Diagnostic and laboratory services

Diagnostic and laboratory services in Afghanistan face major difficulties because of inadequate laboratory equipment and supplies, limited numbers of trained staff and high staff turnover. In 2004, microscopes, reagents and other laboratory materials, including microscopy slides and sputum containers, were purchased and distributed with support from donors. Once basic infrastructure is developed, the priorities will be training of staff, the establishment of an EQA system, and regular monitoring and supervision.

TB/HIV coordination

No data are available on the prevalence of HIV in the general population or in TB patients. A rapid appraisal of the HIV situation is planned, which will provide an estimate of the prevalence of HIV in the general population and among various vulnerable groups.

Links with other health-care providers

The NTP regards the involvement of private sector providers as an important component of DOTS implementation and expansion. Many patients are treated privately, but private physicians are not yet involved in DOTS services. The NTP plans to establish a PPM-DOTS task force and to develop PPM guidelines. Progress in including all relevant public sector providers in DOTS has been made, and public hospitals, medical colleges, prison health-care services and army health facilities are now involved in many areas.

Links with the community

There is community involvement in TB control activities in Kabul City, where around 10 000 widows have been trained to assist with health education. In Nemruz Province, local people help with TB case referral.

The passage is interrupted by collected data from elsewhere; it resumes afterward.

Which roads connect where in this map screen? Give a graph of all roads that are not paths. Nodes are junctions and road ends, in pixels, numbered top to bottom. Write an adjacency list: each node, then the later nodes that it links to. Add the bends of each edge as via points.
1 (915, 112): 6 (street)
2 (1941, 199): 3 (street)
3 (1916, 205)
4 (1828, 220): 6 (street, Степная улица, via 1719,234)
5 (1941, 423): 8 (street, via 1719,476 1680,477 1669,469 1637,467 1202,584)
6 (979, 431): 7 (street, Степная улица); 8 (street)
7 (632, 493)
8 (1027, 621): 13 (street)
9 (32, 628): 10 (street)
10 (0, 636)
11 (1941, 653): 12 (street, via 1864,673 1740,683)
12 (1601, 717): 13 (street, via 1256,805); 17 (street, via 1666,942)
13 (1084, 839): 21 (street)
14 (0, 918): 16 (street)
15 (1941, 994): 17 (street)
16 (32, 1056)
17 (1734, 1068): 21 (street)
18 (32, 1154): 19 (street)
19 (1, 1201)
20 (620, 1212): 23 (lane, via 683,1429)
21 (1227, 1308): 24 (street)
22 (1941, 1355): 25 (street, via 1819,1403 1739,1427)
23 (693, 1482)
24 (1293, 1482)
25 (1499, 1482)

An interagency coordination committee (ICC) for TB control has been established and holds regular meetings in Kabul. A country coordination mechanism (CCM) to facilitate support from the GFATM also exists, and meets monthly to address technical and operational issues. WHO and JICA are the main technical partners, and several NGOs including the Anti-TB Association, CARE International, COOPI, GMS, LEPCO, MEDAIR and MSF are providing additional technical assistance. CIDA, the Government of Italy and USAID are the major funding partners.

Budgets and expenditures

Budget and expenditure data are limited for Afghanistan. The NTP budget has been approximately US$ 3–4 million in each year 2003–2005. Almost all funding is provided by grants, including from the GFATM. It is extremely difficult to estimate either the total funds needed or the funding gap because of the highly volatile situation in the country. Although a funding gap of US$ 1.5 million was reported for 2003 (see Global Tuberculosis Control 2004), the general situation has deteriorated and it is likely that in 2004 and 2005 the funding gap is much greater. This is illustrated by the funding gap for the BPHS, which includes TB control. For the years 2004 and 2005, the funding gap for the BPHS is US$ 49 million and US$ 43 million respectively, and is expected to increase to US$ 70 million in 2006.

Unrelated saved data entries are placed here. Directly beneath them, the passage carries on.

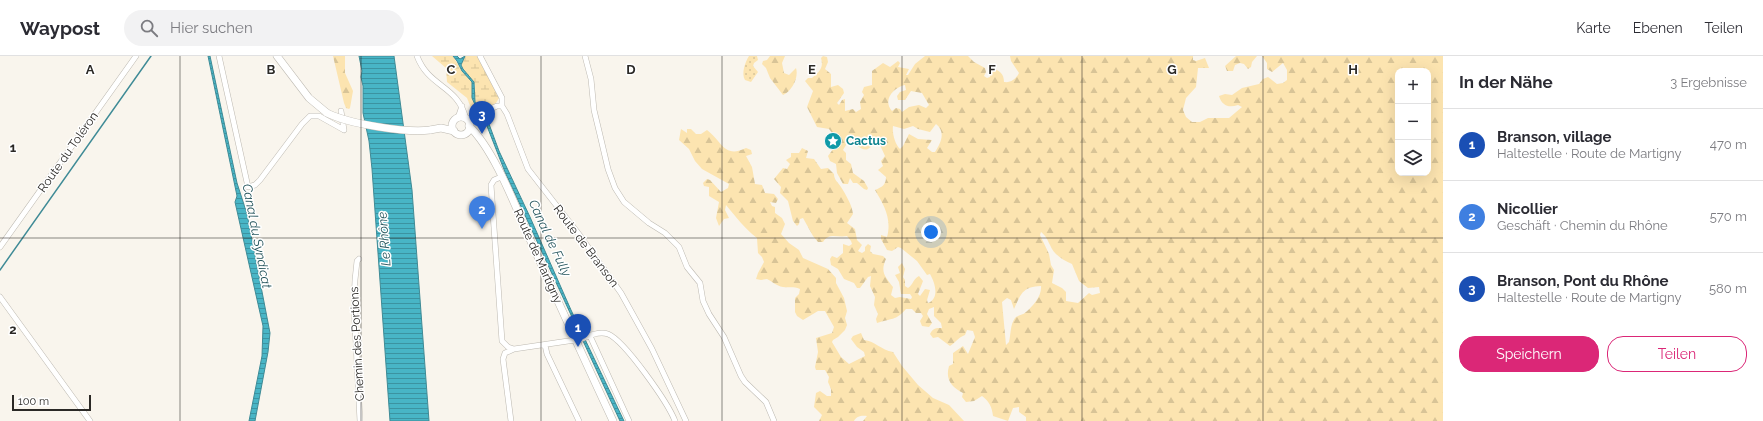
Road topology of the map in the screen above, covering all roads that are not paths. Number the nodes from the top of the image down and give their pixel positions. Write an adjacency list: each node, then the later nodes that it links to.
1 (136, 56): 17 (street, Route du Toléron)
2 (219, 56): 9 (street)
3 (277, 56): 12 (main road, bridge)
4 (417, 56): 7 (street)
5 (480, 56): 8 (street, Route de Branson)
6 (585, 56): 32 (street)
7 (462, 106): 10 (street); 11 (street)
8 (502, 106): 11 (street); 31 (street, Route de Branson)
9 (340, 111)
10 (455, 120): 11 (main road); 12 (main road); 13 (main road)
11 (469, 121): 14 (main road); 15 (main road, Route de Martigny)
12 (441, 128): 13 (main road)
13 (454, 131): 14 (main road)
14 (464, 134): 15 (main road)
15 (479, 136): 16 (main road, Route de Martigny)
16 (501, 177): 21 (main road, Route de Martigny); 23 (street)
17 (0, 247)
18 (359, 259): 25 (street, Chemin des Portions)
19 (0, 296): 24 (street)
20 (589, 337): 21 (street); 29 (street); 30 (street)
21 (576, 341): 22 (street); 28 (main road, Route de Martigny)
22 (545, 344): 23 (street); 27 (street)
23 (514, 348): 26 (street)
24 (90, 420)
25 (360, 421)
26 (511, 421)
27 (579, 421)
28 (613, 421)
29 (629, 421)
30 (675, 421)
31 (686, 421)
32 (774, 421)

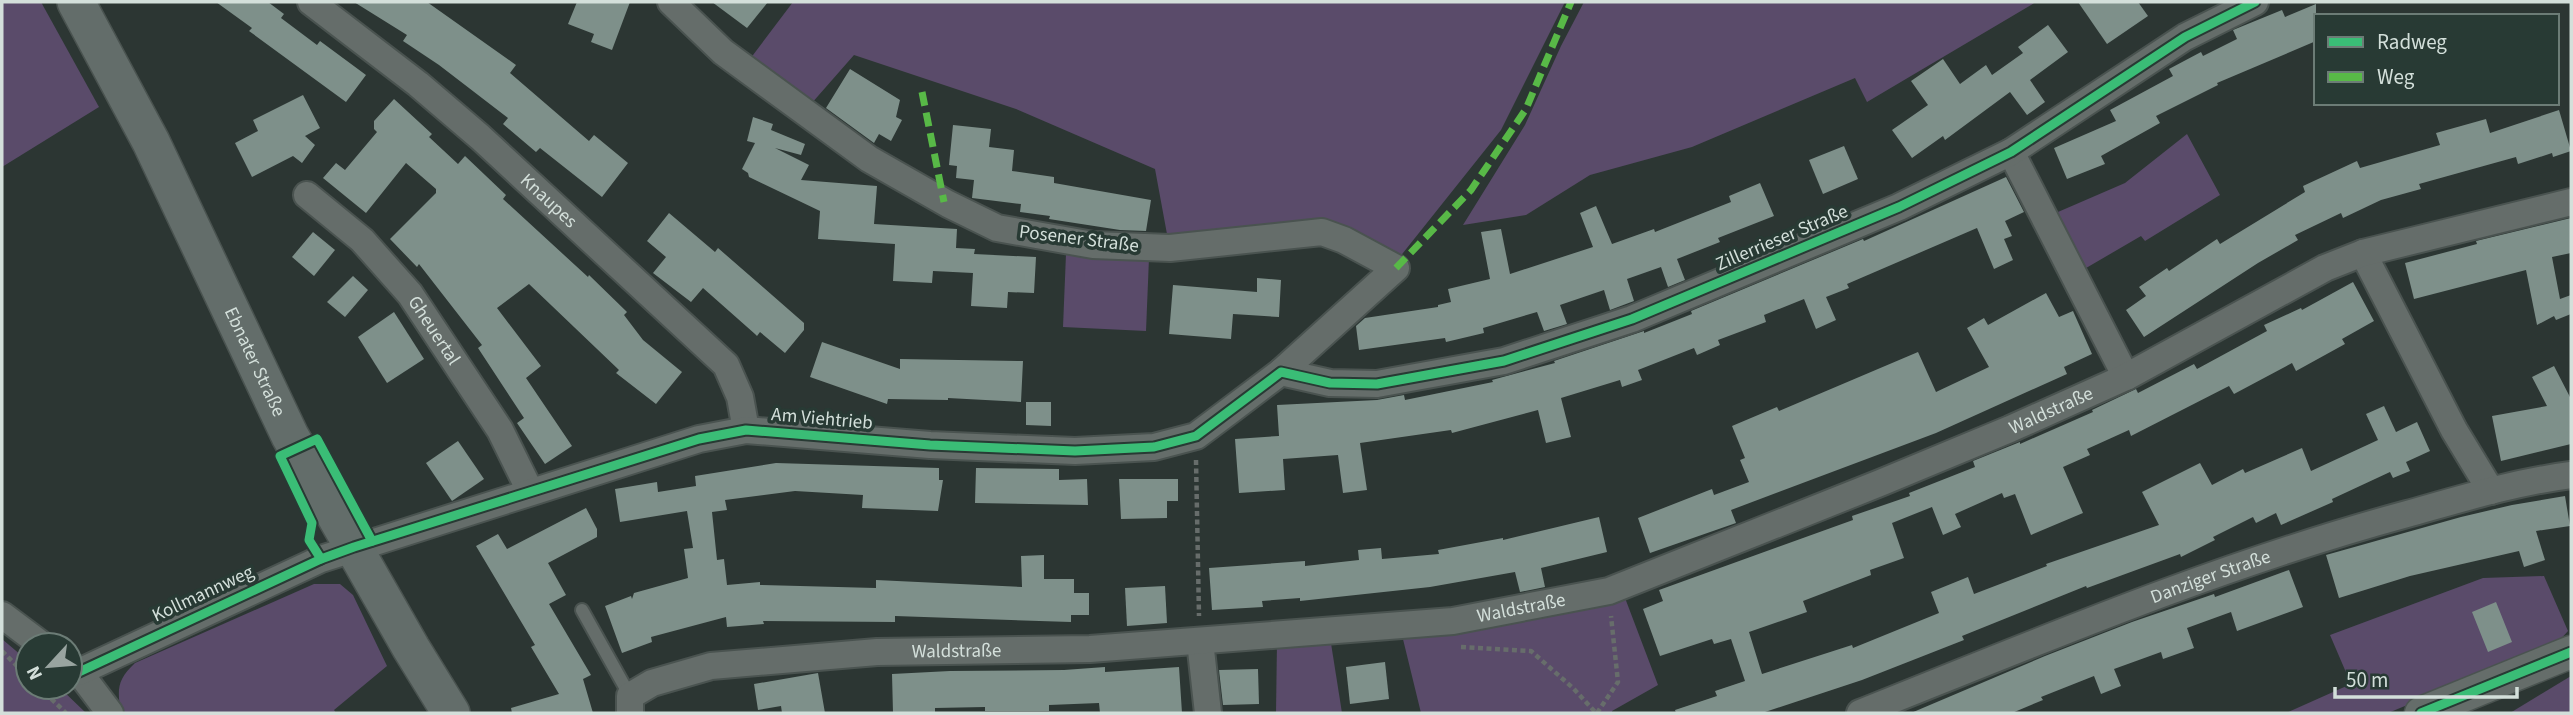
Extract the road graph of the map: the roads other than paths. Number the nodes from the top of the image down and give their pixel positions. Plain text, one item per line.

A breakdown of the NTP budget by line item is not available for any year 2003–2005, although expenditures on drugs were reported to be about US$ 1 million in 2003 (equivalent to about US$ 74 per patient treated), and relatively large investments in infrastructure were made in the same year.


1 Dubuis M et al. A tuberculin skin test survey among Afghan children in Kabul. International Journal of Tuberculosis and Lung Disease 2004, 8:1065–1072.